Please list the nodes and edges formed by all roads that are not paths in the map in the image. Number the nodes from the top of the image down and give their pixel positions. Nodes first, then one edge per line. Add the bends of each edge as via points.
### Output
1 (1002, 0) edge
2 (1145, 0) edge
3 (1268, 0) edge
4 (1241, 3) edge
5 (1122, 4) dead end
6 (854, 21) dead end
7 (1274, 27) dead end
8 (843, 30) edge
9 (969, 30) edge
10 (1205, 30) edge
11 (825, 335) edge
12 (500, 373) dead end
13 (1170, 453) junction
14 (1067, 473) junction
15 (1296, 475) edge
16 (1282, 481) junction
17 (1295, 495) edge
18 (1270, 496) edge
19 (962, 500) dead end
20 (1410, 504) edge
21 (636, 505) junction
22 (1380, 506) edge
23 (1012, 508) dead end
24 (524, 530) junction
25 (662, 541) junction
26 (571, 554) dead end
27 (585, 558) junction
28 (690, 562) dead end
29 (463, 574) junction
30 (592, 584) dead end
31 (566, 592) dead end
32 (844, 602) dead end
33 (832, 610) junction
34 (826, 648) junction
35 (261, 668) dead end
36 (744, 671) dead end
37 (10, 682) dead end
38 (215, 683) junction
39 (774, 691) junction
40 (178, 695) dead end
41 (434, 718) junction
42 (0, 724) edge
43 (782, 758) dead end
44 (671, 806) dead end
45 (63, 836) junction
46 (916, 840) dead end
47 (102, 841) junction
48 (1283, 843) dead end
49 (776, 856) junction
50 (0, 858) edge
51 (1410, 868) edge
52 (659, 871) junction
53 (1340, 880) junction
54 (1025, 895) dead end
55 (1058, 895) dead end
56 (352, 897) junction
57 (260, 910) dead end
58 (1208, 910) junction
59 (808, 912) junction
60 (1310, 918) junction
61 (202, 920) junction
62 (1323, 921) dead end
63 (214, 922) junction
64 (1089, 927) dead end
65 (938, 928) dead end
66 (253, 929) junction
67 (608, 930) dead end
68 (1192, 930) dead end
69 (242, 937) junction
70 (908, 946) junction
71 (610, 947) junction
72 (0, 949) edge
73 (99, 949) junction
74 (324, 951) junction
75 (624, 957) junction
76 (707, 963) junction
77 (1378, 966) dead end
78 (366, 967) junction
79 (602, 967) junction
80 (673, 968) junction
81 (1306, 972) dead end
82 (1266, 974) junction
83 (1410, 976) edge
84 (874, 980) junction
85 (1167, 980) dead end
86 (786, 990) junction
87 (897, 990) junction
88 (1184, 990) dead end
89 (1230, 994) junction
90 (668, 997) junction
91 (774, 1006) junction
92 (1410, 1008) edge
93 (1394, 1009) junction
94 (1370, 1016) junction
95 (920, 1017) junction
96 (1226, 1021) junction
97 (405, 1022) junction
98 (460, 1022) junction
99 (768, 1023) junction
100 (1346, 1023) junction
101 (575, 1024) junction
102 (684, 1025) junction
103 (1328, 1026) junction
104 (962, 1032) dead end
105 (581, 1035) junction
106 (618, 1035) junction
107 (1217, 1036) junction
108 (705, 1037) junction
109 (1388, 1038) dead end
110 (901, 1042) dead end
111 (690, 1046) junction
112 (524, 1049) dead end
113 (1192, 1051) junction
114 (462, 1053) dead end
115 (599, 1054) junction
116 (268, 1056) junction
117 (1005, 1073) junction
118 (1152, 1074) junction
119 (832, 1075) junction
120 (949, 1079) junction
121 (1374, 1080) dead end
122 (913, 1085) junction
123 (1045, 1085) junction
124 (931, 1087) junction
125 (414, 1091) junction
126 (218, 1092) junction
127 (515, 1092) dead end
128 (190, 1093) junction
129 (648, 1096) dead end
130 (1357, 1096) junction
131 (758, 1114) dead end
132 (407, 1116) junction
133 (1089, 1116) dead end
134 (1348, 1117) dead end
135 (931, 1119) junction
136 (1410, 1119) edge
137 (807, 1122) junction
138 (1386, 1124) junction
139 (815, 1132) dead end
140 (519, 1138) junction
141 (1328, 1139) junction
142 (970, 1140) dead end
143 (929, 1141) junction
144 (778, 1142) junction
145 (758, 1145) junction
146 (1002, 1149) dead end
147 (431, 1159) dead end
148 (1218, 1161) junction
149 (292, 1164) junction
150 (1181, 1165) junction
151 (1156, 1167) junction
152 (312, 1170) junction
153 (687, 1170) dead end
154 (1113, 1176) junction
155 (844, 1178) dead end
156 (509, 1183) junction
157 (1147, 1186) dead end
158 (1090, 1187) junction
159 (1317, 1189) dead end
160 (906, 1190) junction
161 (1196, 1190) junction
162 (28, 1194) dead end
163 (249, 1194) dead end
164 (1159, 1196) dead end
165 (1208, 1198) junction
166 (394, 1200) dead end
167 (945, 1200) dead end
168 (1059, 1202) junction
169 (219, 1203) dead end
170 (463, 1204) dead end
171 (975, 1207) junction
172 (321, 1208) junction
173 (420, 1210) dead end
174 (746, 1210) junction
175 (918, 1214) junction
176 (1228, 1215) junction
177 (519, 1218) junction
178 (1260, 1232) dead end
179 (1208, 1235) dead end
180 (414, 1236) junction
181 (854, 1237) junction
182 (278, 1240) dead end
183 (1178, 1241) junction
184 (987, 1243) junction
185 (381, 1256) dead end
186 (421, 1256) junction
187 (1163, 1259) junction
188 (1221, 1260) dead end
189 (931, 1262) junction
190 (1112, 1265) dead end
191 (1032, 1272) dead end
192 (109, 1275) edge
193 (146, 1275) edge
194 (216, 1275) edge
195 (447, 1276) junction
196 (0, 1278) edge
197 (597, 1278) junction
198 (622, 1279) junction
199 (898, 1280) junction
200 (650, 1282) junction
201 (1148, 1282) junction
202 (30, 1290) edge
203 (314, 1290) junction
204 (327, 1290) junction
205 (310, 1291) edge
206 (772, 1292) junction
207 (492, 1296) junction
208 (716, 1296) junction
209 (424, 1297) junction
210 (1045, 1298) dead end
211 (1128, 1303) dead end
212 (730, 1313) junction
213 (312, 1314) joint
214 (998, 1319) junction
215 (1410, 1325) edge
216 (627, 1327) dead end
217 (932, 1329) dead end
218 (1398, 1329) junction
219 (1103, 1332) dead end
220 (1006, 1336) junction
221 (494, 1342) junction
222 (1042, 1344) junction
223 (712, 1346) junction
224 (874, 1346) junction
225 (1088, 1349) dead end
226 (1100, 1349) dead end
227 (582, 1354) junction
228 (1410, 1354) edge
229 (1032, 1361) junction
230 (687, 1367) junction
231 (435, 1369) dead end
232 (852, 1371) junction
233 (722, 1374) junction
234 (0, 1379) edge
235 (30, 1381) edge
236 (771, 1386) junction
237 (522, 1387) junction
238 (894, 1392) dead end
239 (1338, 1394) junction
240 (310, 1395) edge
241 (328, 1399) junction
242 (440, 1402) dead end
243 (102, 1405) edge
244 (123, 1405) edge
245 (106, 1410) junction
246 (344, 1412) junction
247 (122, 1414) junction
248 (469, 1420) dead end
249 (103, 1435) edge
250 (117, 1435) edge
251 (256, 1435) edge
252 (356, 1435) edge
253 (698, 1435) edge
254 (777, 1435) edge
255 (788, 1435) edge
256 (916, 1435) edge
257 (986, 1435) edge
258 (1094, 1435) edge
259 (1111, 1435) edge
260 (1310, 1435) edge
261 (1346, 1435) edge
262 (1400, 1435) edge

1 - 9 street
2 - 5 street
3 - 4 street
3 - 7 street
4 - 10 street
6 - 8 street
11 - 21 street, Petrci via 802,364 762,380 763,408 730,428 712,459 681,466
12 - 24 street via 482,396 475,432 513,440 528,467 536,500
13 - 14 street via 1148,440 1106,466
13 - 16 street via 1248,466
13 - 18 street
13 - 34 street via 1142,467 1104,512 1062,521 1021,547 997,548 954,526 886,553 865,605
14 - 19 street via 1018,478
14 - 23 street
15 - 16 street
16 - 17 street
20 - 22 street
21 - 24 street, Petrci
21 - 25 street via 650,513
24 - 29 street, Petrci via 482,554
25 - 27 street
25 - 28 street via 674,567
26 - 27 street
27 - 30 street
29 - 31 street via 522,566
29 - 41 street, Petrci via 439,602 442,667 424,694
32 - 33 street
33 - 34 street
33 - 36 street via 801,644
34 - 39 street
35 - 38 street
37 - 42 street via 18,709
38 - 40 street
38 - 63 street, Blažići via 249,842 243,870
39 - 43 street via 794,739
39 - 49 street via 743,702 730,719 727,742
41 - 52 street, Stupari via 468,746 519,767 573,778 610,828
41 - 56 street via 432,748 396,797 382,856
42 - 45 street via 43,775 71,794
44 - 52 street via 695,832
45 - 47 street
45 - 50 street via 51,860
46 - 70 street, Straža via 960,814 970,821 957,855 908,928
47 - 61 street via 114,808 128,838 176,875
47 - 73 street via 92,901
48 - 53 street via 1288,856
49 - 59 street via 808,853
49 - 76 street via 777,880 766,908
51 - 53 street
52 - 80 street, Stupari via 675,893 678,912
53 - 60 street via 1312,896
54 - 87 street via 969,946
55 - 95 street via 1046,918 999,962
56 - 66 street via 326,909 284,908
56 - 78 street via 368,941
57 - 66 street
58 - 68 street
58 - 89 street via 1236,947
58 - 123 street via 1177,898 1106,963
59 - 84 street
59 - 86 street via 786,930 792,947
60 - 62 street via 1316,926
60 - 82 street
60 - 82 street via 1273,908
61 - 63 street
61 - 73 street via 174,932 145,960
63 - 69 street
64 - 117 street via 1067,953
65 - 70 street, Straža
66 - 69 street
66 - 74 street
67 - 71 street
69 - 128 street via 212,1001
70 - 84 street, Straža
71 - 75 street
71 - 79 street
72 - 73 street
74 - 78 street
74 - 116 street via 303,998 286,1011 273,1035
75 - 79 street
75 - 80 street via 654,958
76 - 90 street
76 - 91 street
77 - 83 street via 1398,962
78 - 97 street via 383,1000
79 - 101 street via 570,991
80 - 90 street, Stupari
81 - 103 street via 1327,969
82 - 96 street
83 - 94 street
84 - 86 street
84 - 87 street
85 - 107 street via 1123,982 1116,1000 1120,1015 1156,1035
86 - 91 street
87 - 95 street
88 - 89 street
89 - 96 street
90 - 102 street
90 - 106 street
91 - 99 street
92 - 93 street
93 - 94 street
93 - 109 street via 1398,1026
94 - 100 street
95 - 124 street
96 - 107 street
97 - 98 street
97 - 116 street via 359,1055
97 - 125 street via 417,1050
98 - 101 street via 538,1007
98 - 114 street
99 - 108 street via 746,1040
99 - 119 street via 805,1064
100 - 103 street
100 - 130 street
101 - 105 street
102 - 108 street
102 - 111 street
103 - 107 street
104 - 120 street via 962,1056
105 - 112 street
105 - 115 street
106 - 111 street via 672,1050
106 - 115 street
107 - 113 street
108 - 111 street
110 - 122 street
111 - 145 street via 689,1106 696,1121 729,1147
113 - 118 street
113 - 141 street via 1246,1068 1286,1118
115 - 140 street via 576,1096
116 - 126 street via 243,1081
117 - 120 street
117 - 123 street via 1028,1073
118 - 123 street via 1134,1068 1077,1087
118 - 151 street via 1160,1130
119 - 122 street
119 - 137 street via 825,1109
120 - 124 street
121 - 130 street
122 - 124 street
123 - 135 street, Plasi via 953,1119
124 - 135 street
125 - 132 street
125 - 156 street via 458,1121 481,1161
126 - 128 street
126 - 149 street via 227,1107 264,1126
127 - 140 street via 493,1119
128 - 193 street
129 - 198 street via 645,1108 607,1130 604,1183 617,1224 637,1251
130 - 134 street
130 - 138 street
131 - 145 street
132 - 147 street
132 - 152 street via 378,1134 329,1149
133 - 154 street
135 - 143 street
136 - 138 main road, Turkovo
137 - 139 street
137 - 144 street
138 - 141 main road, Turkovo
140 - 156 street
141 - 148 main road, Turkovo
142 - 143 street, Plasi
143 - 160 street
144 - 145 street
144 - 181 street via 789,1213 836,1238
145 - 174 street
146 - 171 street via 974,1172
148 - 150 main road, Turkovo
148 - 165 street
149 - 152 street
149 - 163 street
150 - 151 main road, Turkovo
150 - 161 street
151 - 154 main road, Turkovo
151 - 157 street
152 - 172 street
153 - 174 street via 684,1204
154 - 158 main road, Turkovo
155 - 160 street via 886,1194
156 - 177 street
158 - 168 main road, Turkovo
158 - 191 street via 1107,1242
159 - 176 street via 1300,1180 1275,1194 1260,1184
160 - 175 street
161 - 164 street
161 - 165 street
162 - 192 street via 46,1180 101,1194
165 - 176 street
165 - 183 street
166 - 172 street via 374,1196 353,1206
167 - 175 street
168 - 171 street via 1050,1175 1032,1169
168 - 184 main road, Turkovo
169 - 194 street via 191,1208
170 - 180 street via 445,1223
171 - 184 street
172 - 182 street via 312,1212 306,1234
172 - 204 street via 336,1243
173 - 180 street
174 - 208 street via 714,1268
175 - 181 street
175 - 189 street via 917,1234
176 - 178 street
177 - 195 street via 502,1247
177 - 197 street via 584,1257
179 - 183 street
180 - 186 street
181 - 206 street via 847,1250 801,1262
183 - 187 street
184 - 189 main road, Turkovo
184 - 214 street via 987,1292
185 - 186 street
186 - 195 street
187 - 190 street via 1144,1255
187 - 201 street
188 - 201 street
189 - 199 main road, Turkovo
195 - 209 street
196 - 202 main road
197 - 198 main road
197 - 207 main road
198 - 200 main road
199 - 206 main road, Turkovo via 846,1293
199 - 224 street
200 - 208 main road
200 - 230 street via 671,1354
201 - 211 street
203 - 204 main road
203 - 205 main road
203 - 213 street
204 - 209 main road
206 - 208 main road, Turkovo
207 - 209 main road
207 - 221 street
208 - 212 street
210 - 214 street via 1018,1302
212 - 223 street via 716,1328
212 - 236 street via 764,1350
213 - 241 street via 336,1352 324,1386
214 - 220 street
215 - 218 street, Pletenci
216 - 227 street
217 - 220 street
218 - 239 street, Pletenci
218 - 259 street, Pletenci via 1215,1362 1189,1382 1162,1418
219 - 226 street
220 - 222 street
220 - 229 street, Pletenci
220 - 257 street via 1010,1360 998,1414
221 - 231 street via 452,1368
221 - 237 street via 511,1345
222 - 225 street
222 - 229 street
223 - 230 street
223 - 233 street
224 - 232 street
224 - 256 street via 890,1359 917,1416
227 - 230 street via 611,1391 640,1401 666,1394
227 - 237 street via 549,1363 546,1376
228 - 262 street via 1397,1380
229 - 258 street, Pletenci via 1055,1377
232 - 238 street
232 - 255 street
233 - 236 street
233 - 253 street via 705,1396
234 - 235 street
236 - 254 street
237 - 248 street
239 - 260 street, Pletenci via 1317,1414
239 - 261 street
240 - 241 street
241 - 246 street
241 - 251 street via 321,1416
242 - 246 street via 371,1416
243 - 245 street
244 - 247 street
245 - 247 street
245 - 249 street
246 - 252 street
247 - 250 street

::::::::

Look through the material above for "Straža" and copy the lines that have it.

46 - 70 street, Straža via 960,814 970,821 957,855 908,928
65 - 70 street, Straža
70 - 84 street, Straža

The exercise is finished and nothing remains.